:: WHAT THE TASK REQUIRES ::
Find every line in the entries that holds the string "junction" and report it.

------

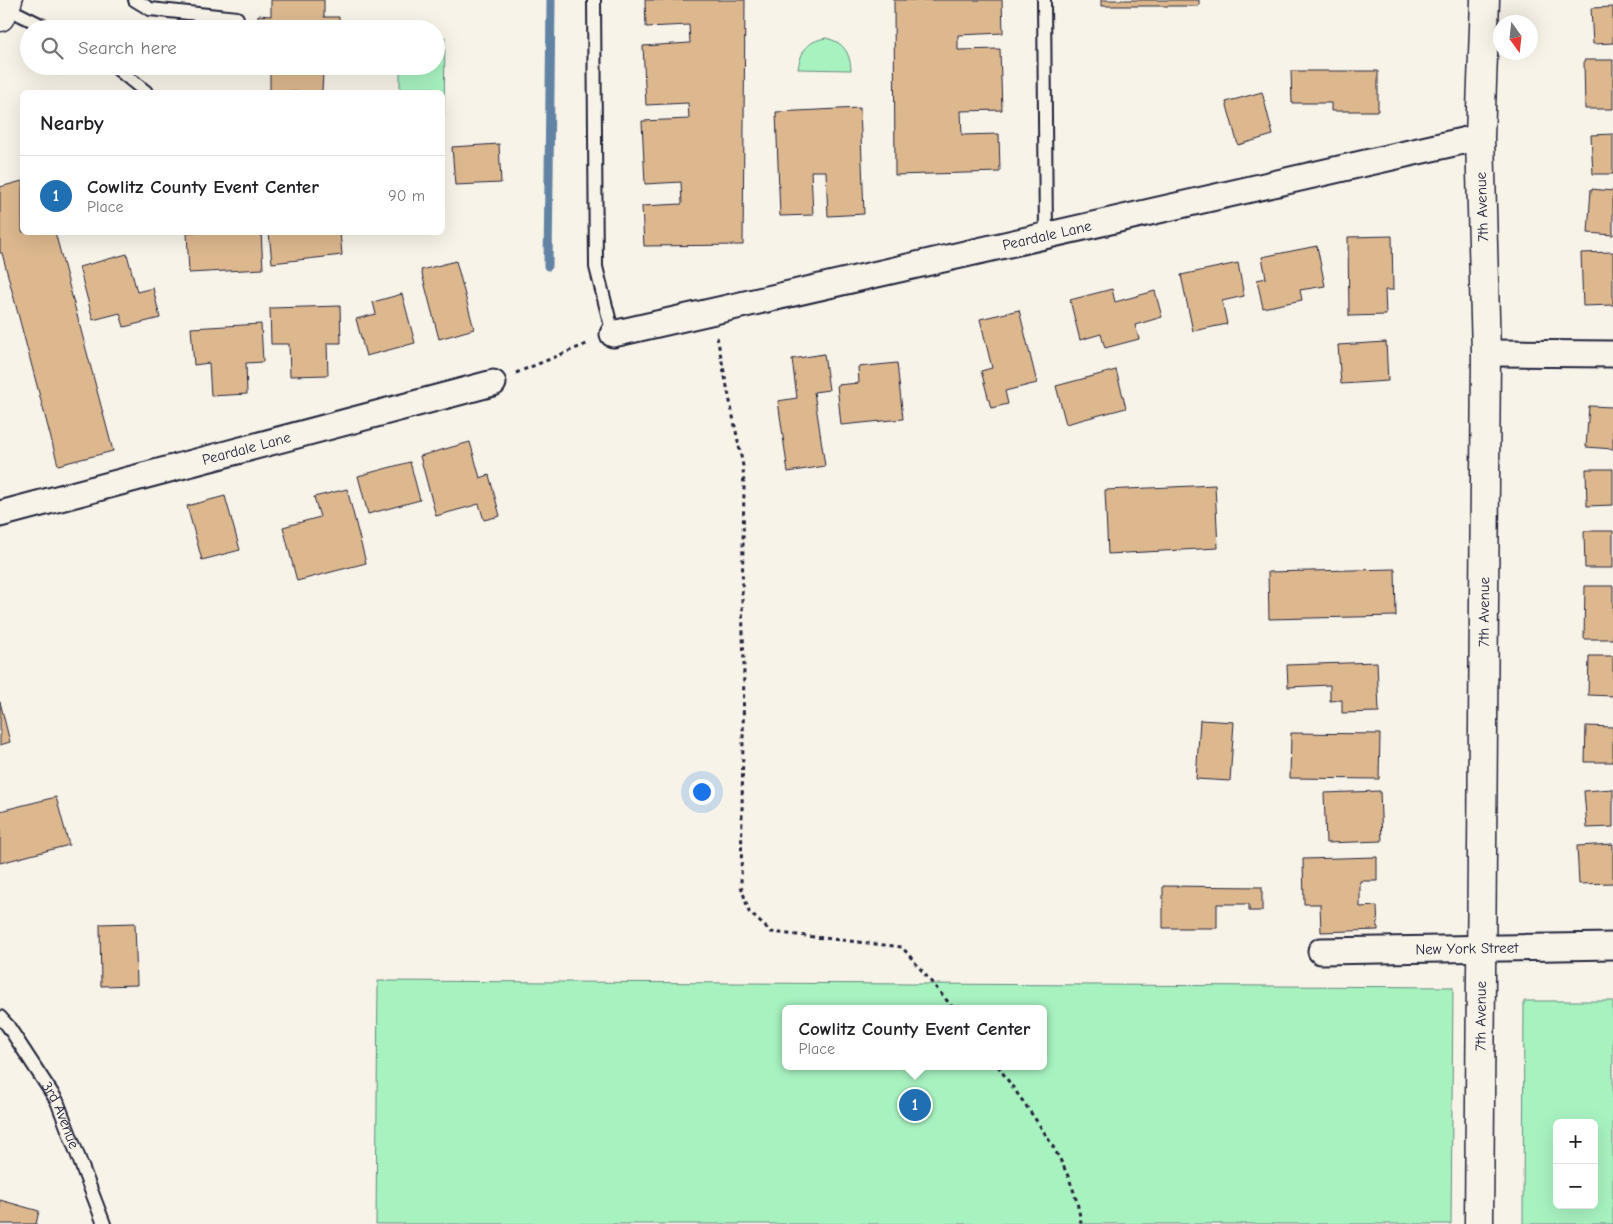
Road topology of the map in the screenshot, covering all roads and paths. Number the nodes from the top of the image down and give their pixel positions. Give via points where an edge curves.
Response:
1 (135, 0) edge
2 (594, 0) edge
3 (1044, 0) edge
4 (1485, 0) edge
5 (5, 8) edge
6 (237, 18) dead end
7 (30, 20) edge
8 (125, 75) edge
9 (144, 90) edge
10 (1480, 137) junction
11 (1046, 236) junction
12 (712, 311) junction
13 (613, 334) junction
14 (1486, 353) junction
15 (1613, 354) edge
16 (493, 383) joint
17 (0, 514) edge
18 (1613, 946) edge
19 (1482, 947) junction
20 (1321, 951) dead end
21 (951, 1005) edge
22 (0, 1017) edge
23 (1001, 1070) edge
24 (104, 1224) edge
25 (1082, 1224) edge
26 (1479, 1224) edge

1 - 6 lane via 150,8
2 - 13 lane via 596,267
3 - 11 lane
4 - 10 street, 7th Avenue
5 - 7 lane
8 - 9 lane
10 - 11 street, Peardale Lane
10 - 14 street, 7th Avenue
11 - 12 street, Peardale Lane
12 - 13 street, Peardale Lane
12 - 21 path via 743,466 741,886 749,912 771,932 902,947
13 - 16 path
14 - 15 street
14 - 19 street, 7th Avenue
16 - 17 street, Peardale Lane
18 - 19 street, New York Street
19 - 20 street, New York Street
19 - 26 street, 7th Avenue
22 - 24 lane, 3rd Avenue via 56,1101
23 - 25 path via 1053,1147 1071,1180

------

:: WRITTEN RESPONSE ::
10 (1480, 137) junction
11 (1046, 236) junction
12 (712, 311) junction
13 (613, 334) junction
14 (1486, 353) junction
19 (1482, 947) junction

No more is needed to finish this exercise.